For a third time she would become yet another organization’s first female president. There had been female chairs previously, but in 2006 the Executive Committee elected her to the presidency of a certain international NGO concerned with humanism…
Last year during her Welcome to the IHEU General Assembly, she told this very meeting: “This is my last General Assembly as president. I have been on the EC [Executive Committee] since 2002, so in my own name, thanks to each and every one of you… for your work, your friendship, your empathy. It has been great, and at the next GA I will be sitting over there with you.” And she concluded, “IHEU has a tremendous place in my heart.”
Obviously this was a pledge she was able to keep! So I would now like to say to you, Sonja, thank you from each and every one of us, for your work, your dedication to the humanist movement over many years, and not least for your friendship. You have a tremendous place in our hearts.

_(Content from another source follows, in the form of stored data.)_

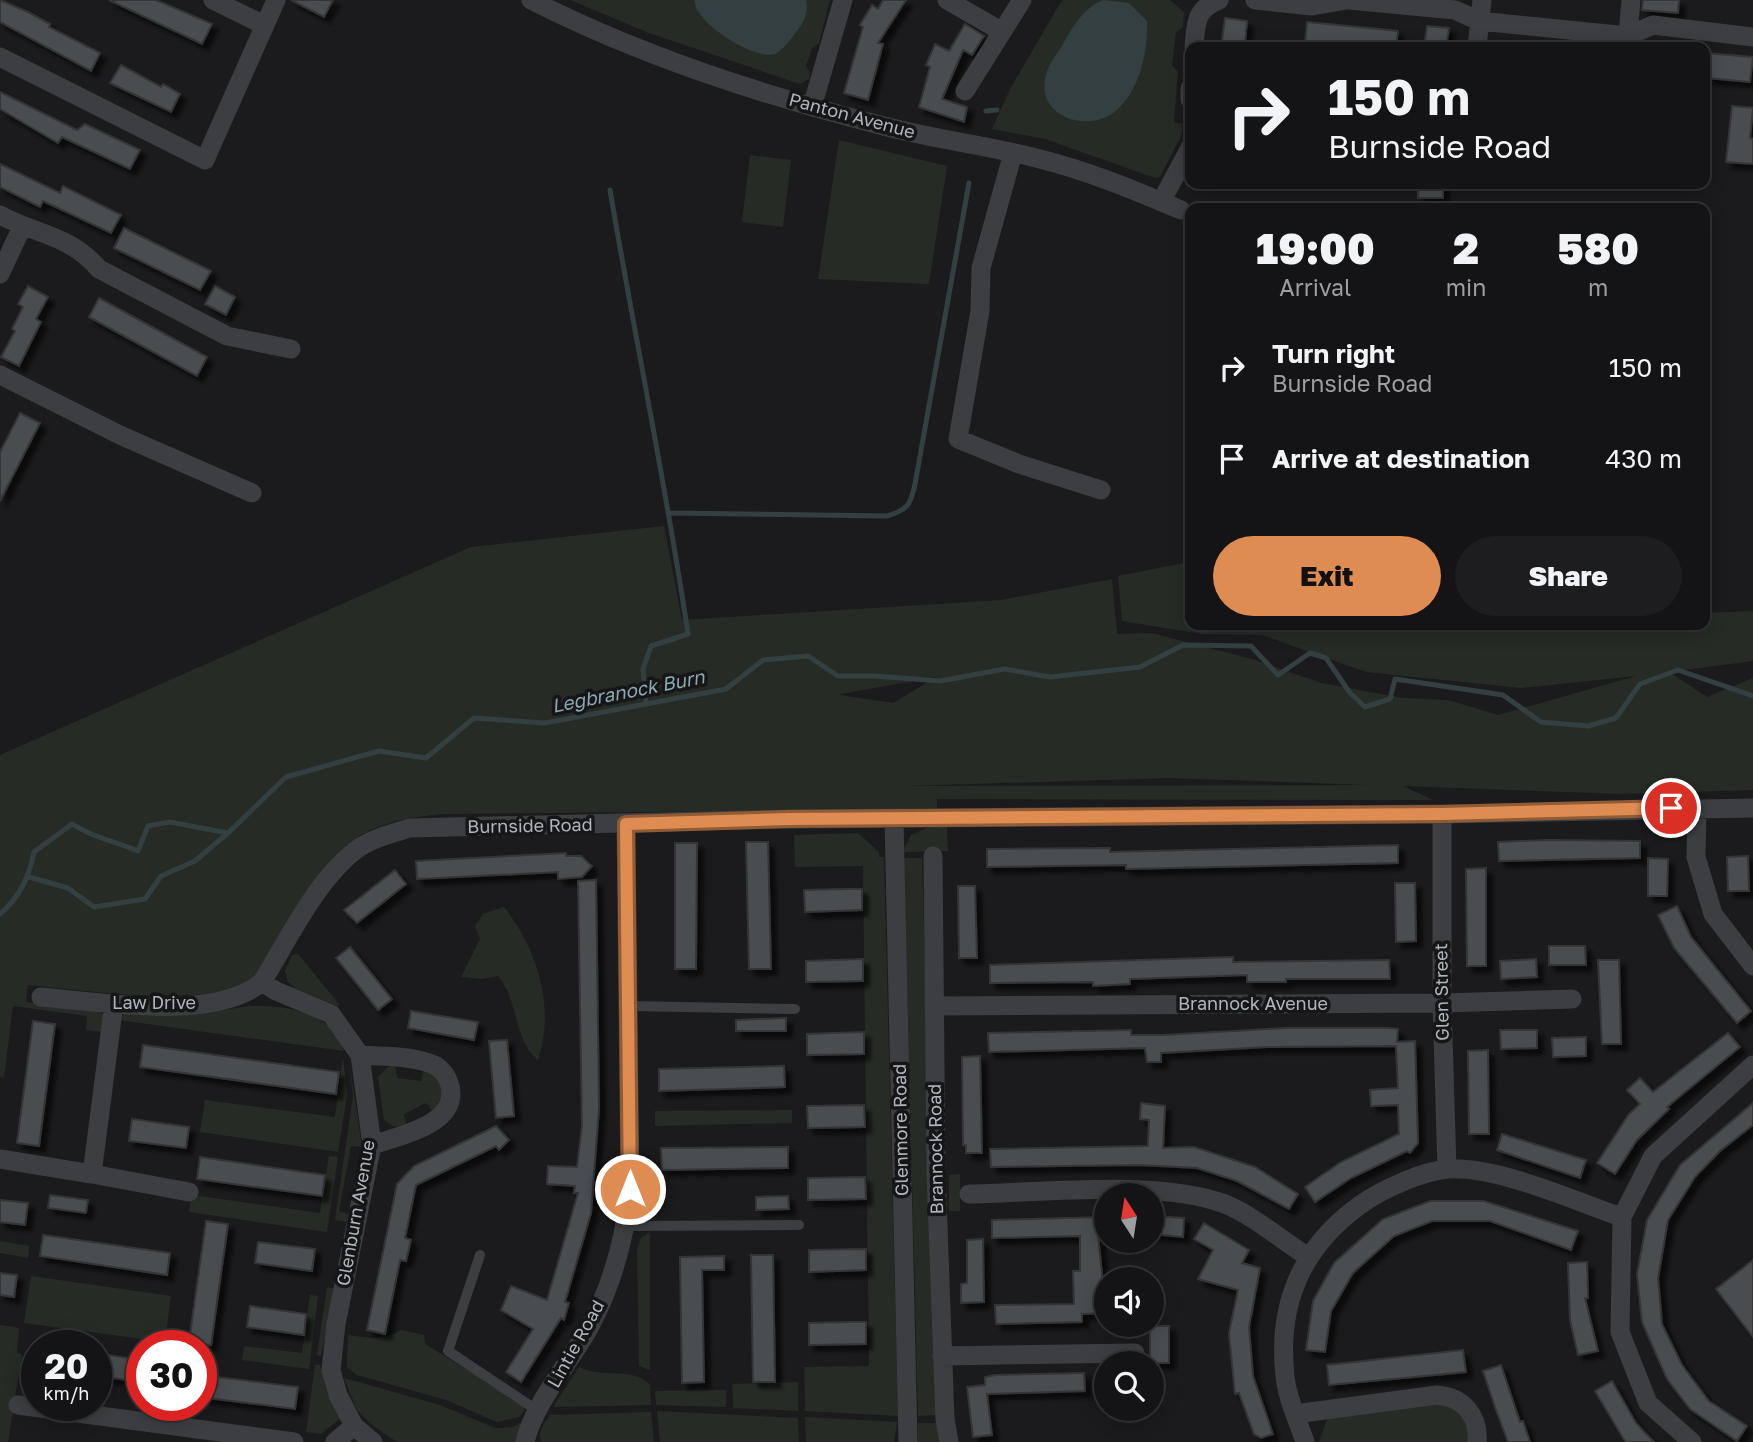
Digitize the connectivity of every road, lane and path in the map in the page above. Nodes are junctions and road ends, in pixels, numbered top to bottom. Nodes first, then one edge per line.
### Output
1 (214, 0) edge
2 (276, 0) edge
3 (531, 0) edge
4 (843, 0) edge
5 (947, 0) edge
6 (1021, 0) edge
7 (1219, 0) edge
8 (1255, 0) edge
9 (1482, 0) edge
10 (1631, 0) edge
11 (1341, 1) edge
12 (1195, 5) edge
13 (1479, 21) junction
14 (264, 25) junction
15 (1001, 31) junction
16 (1753, 37) edge
17 (1194, 42) edge
18 (1477, 42) edge
19 (1627, 42) edge
20 (0, 57) edge
21 (965, 91) dead end
22 (812, 107) junction
23 (1013, 153) junction
24 (1185, 157) edge
25 (1161, 202) junction
26 (1181, 210) dead end
27 (0, 215) edge
28 (22, 227) junction
29 (0, 274) edge
30 (290, 349) dead end
31 (0, 375) edge
32 (1101, 490) dead end
33 (252, 493) dead end
34 (1697, 808) junction
35 (1753, 808) edge
36 (1442, 814) junction
37 (894, 819) junction
38 (626, 824) junction
39 (933, 856) dead end
40 (1753, 966) edge
41 (262, 982) junction
42 (41, 998) dead end
43 (1572, 999) dead end
44 (114, 1003) junction
45 (1442, 1003) junction
46 (629, 1006) junction
47 (934, 1006) junction
48 (795, 1009) dead end
49 (360, 1055) junction
50 (1753, 1065) edge
51 (372, 1144) junction
52 (0, 1159) edge
53 (1447, 1169) junction
54 (92, 1174) junction
55 (189, 1192) dead end
56 (969, 1194) dead end
57 (1622, 1217) junction
58 (799, 1225) dead end
59 (626, 1226) junction
60 (480, 1255) dead end
61 (1307, 1256) junction
62 (1094, 1354) edge
63 (942, 1356) junction
64 (18, 1405) dead end
65 (538, 1411) junction
66 (1295, 1415) junction
67 (354, 1426) junction
68 (294, 1442) edge
69 (335, 1442) edge
70 (373, 1442) edge
71 (525, 1442) edge
72 (908, 1442) edge
73 (948, 1442) edge
74 (1305, 1442) edge
75 (1477, 1442) edge
76 (1692, 1442) edge

1 - 14 street
2 - 14 street
3 - 22 street, Panton Avenue
4 - 22 street
5 - 15 street
6 - 15 street
7 - 12 street
8 - 11 street
9 - 13 street
10 - 19 street
11 - 13 street
12 - 17 street
13 - 18 street
13 - 19 street
14 - 20 street
15 - 21 street
16 - 19 street
22 - 23 street, Panton Avenue
23 - 25 street, Panton Avenue
23 - 32 street
24 - 25 street
25 - 26 street, Panton Avenue
27 - 28 street
28 - 29 street
28 - 30 street
31 - 33 street
34 - 35 street, Burnside Road
34 - 36 street, Burnside Road
34 - 40 street
36 - 37 street, Burnside Road
36 - 45 street, Glen Street
37 - 38 street, Burnside Road
37 - 72 street, Glenmore Road
38 - 41 street, Burnside Road
38 - 46 street, Lintie Road
39 - 47 street, Brannock Road
41 - 44 street, Law Drive
41 - 49 street, Glenburn Avenue
42 - 44 street, Law Drive
43 - 45 street, Brannock Avenue
44 - 54 street
45 - 47 street, Brannock Avenue
45 - 53 street, Glen Street
46 - 48 lane
46 - 59 street, Lintie Road
47 - 63 street, Brannock Road
49 - 51 street, Glenburn Avenue
49 - 51 street
50 - 57 street
51 - 67 street, Glenburn Avenue
52 - 54 street
53 - 57 street
53 - 61 street
54 - 55 street
56 - 61 street
57 - 76 street
58 - 59 lane
59 - 65 street, Lintie Road
60 - 65 lane
61 - 66 street
62 - 63 street
63 - 73 street, Brannock Road
64 - 68 street
65 - 71 street, Lintie Road
66 - 74 street
66 - 75 street
67 - 69 street
67 - 70 street, Glenburn Avenue

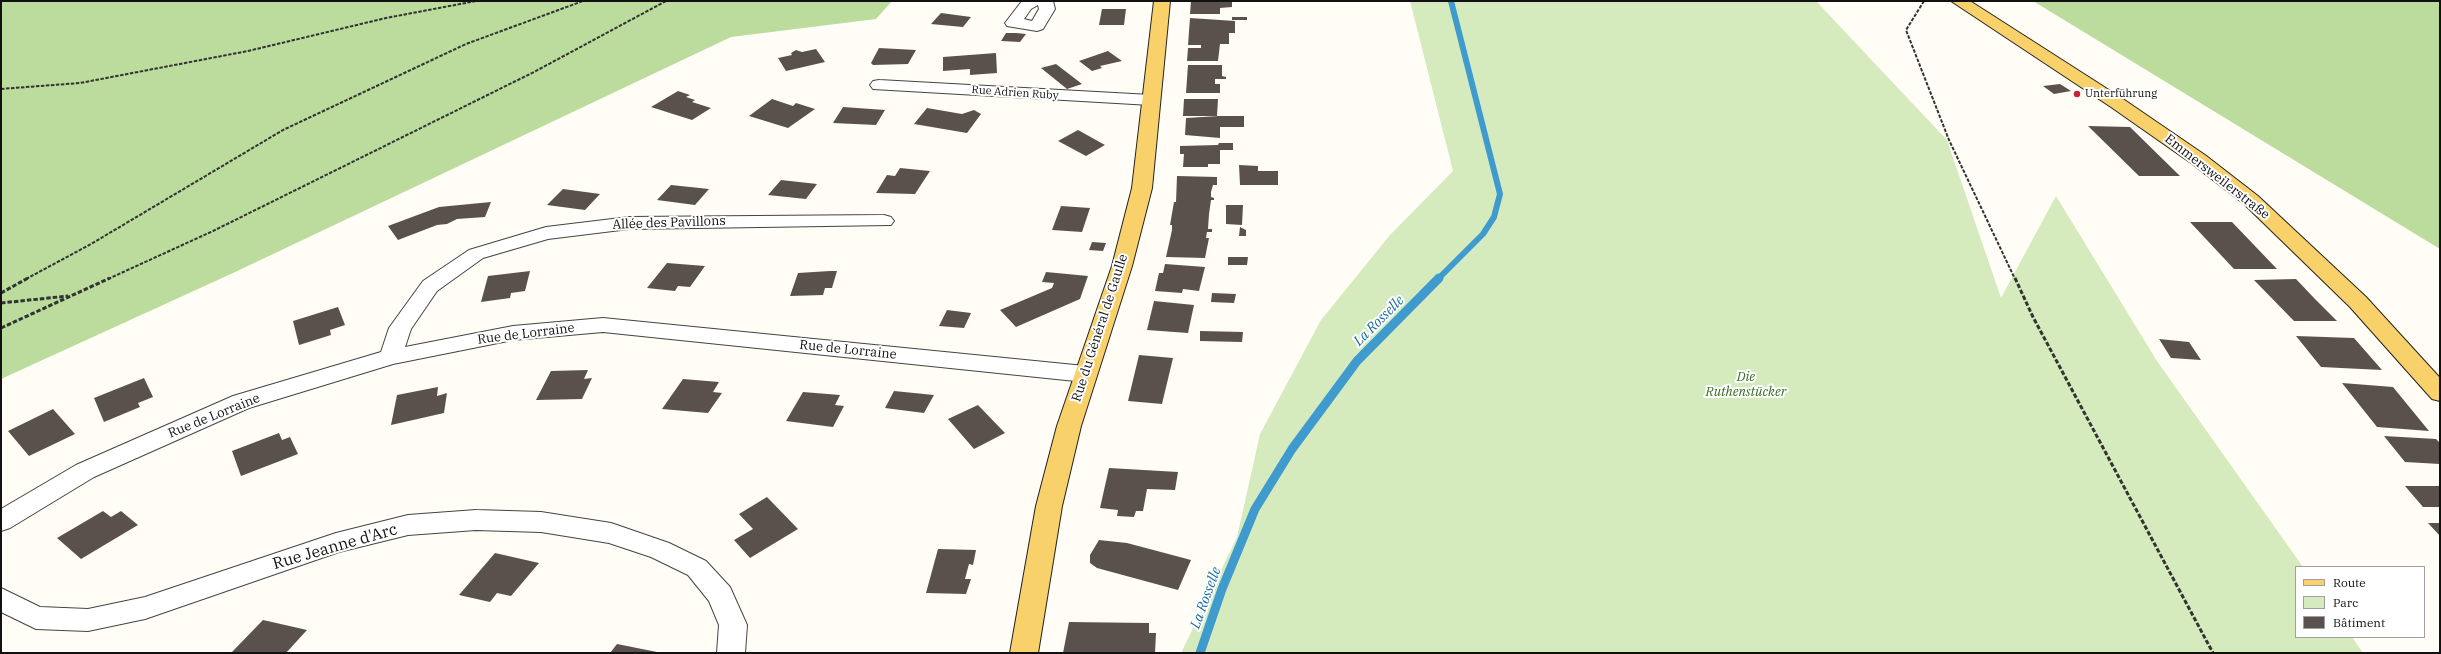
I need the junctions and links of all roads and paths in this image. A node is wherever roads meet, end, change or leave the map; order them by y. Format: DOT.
graph roads {
  1 [pos="476,1"];
  2 [pos="583,1"];
  3 [pos="666,1"];
  4 [pos="1034,1"];
  5 [pos="1045,1"];
  6 [pos="1162,1"];
  7 [pos="1924,1"];
  8 [pos="1959,1"];
  9 [pos="879,85"];
  10 [pos="1,89"];
  11 [pos="1151,100"];
  12 [pos="884,220"];
  13 [pos="1,293"];
  14 [pos="70,296"];
  15 [pos="1,303"];
  16 [pos="1,328"];
  17 [pos="391,357"];
  18 [pos="1085,374"];
  19 [pos="2440,393"];
  20 [pos="1,521"];
  21 [pos="1,599"];
  22 [pos="731,653"];
  23 [pos="1024,653"];
  24 [pos="2213,653"];
  1 -- 10 [label="path"];
  2 -- 13 [label="path"];
  3 -- 14 [label="path"];
  4 -- 5 [label="street"];
  6 -- 11 [label="main road, Rue du Général de Gaulle"];
  7 -- 24 [label="path"];
  8 -- 19 [label="main road, Emmersweilerstraße"];
  9 -- 11 [label="street, Rue Adrien Ruby"];
  11 -- 18 [label="main road, Rue du Général de Gaulle"];
  12 -- 17 [label="street, Allée des Pavillons"];
  14 -- 15 [label="path"];
  14 -- 16 [label="path"];
  17 -- 18 [label="street, Rue de Lorraine"];
  17 -- 20 [label="street, Rue de Lorraine"];
  18 -- 23 [label="main road, Rue du Général de Gaulle"];
  21 -- 22 [label="street, Rue Jeanne d'Arc"];
}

For your nine years as president of the IHEU and your many decades of ground-breaking work in secular education and ethics, the Distinguished Services to Humanism Award 2016: Sonja Eggerickx!
Sonja Eggerickx receives the Distinguished Services to Humanism Award 2016 for “groundbreaking” work #Humanists2016 pic.twitter.com/TfB995rPLm
— IHEU (@IHEU) May 22, 2016
President-elect of IHEYO, Marieke Prien greeted the IHEU General Assembly and looked ahead to the European Humanist Youth Days in July, and IHEYO member Rosslyn Mould spoke about her role in the Humanist Association of Ghana and the value and benefit of Humanism in Ghana, in Africa and for the world.
Toward the very end of #Humanists2016, @iheyo speak on https://t.co/3tyAbLU8OH & the benefits of Humanism globally. pic.twitter.com/BkPUMcaDqL
— IHEU (@IHEU) May 22, 2016
IHEU Board member Roar Johnsen gave a presentation on the next World Humanist Congress, to be held in Brazil in 2017, outlining a programme that would focus on secularism and church-state relationships in South America and globally. More information can be found on the dedicated website at whc2017.com.br.
Closing the proceedings our returning President, Andrew Copson, noted in particular the achievement of our first new board members from Uganda and Nepal, echoing the words of Uttam Niraula that new Board members from more diverse backgrounds will act as a “catalyst for change”. The introduction of direct elections for some Board roles, with three-year mandates, would increase the capacity for leadership as a whole. Andrew said that as President he “would take that mandate very seriously”.
Andrew encouraged all Member Organizations “to participate with us on the Board to build a better, more networked, more global movement. Our work over the next three years will only get better. See you in Brazil!”